Shinkansen

Qualche giorno fa ho effettuato un ordine su internet. Conscio del fatto che il prodotto arrivava dal Giappone, me l’ero messa via sui tempi di consegna. Dopo aver pagato, mi è arrivata la mail di conferma, con tanto di data prevista. Qui la mia apparente impassibilità di fronte allo schermo mascherava uno sconforto che in realtà mi stava salendo prepotentemente. Un mese. Il pacco ci avrebbe impiegato un mese ad arrivare.
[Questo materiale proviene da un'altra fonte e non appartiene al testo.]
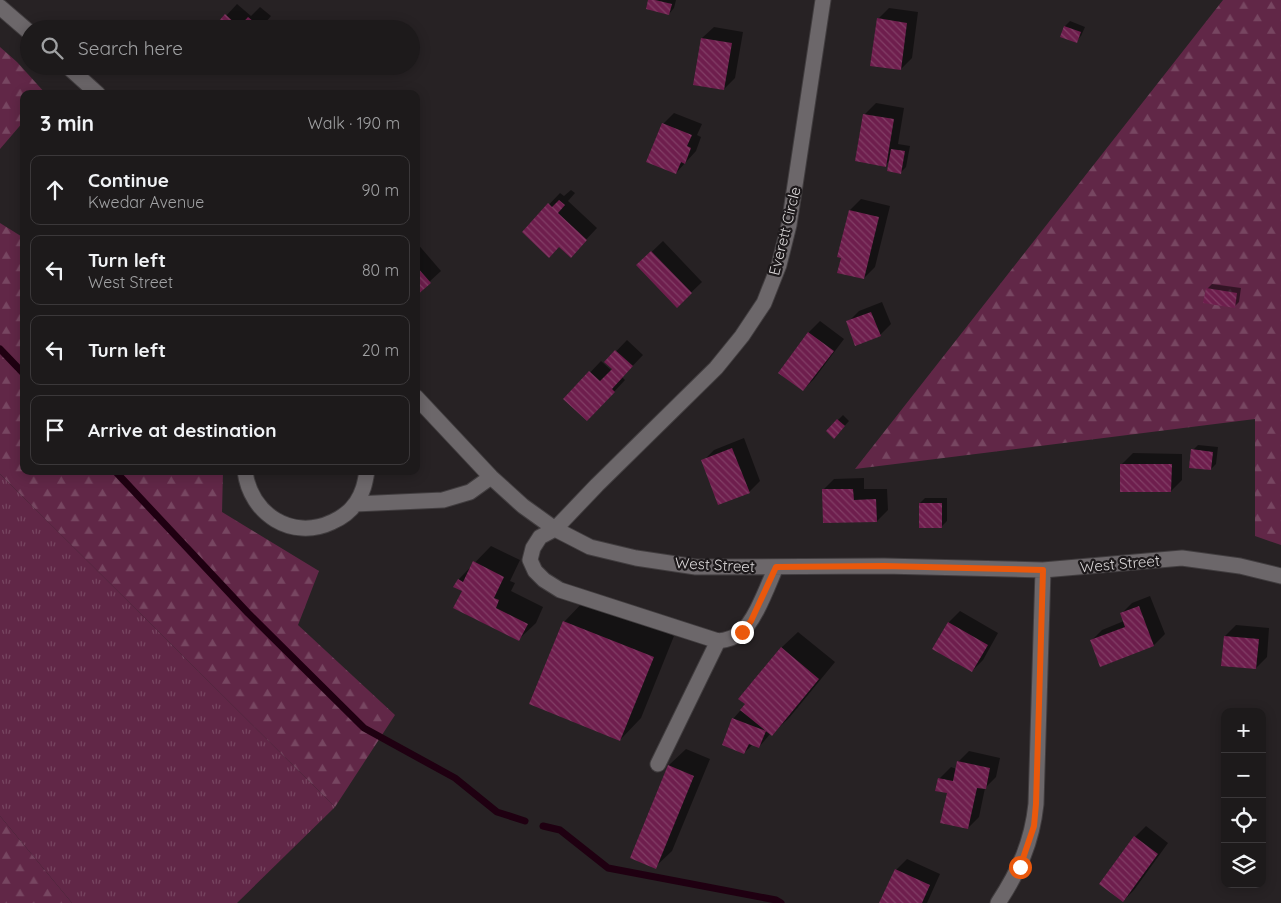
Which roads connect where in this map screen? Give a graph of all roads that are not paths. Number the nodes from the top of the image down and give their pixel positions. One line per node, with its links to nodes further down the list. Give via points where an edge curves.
1 (823, 0): 11 (street, Everett Circle, via 789,226 779,265 764,303 716,368)
2 (0, 7): 3 (street)
3 (20, 24)
4 (77, 75): 5 (street)
5 (94, 90)
6 (420, 402): 9 (street, West Street)
7 (245, 475): 10 (street, via 254,501 285,525 323,526 341,518)
8 (366, 475): 10 (street)
9 (491, 477): 10 (street, via 470,492 443,500); 11 (street, West Street)
10 (355, 504)
11 (555, 529): 12 (street, West Street, via 590,547 636,558 696,567); 15 (street, Everett Circle, via 540,537 530,560 544,580 560,590)
12 (776, 567): 13 (street, West Street); 15 (street, via 751,621 742,632)
13 (1043, 570): 14 (street, West Street, via 1182,558 1240,566); 17 (street, via 1034,826 1020,867)
14 (1281, 576)
15 (718, 642): 16 (street)
16 (658, 764)
17 (998, 903)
Nei giorni successivi ho cominciato a chiedermi spiegazioni e a cercare di dare un senso a quel lasso di tempo inspiegabile. Possibile che nel 2014, dove io posso recarmi in qualsiasi posto del mondo in massimo 24 ore (mi risulta che questa sia la durata di un volo Londra-Sidney), una merce impieghi 30 giorni? Era ormai evidente che l’azienda giapponese dalla quale avevo effettuato l’ordine avesse optato, come mezzo di trasporto il cammello, e come percorso la via della seta. Era l’unica spiegazione plausibile. E come immagine, nella sua poesia, tutto sommato mi soddisfaceva. Così avevo placato l’angoscia, assumendo una calma molto orientale.

Questa mattina mi suonano al campanello. Con mia massima sorpresa, vedo che non sono i testimoni di Geova. È arrivato un pacco. È lui. 5 giorni contro i 30 previsti. Qui i casi sono tre:

1) Hanno sbagliato a fare i calcoli quando mi hanno mandato l’e-mail (d’altronde, mi risulta che i giapponesi siano esperti nell’arrivare prima di avvisare);
2) Hanno sbagliato volontariamente, così da farmi meravigliare dell’efficenza del popolo giapponese che quando sfida il mondo dei trasporti, vince;
3) Senza che nessuno se ne accorgesse, la via della seta è diventata una modernissima linea ad alta velocità.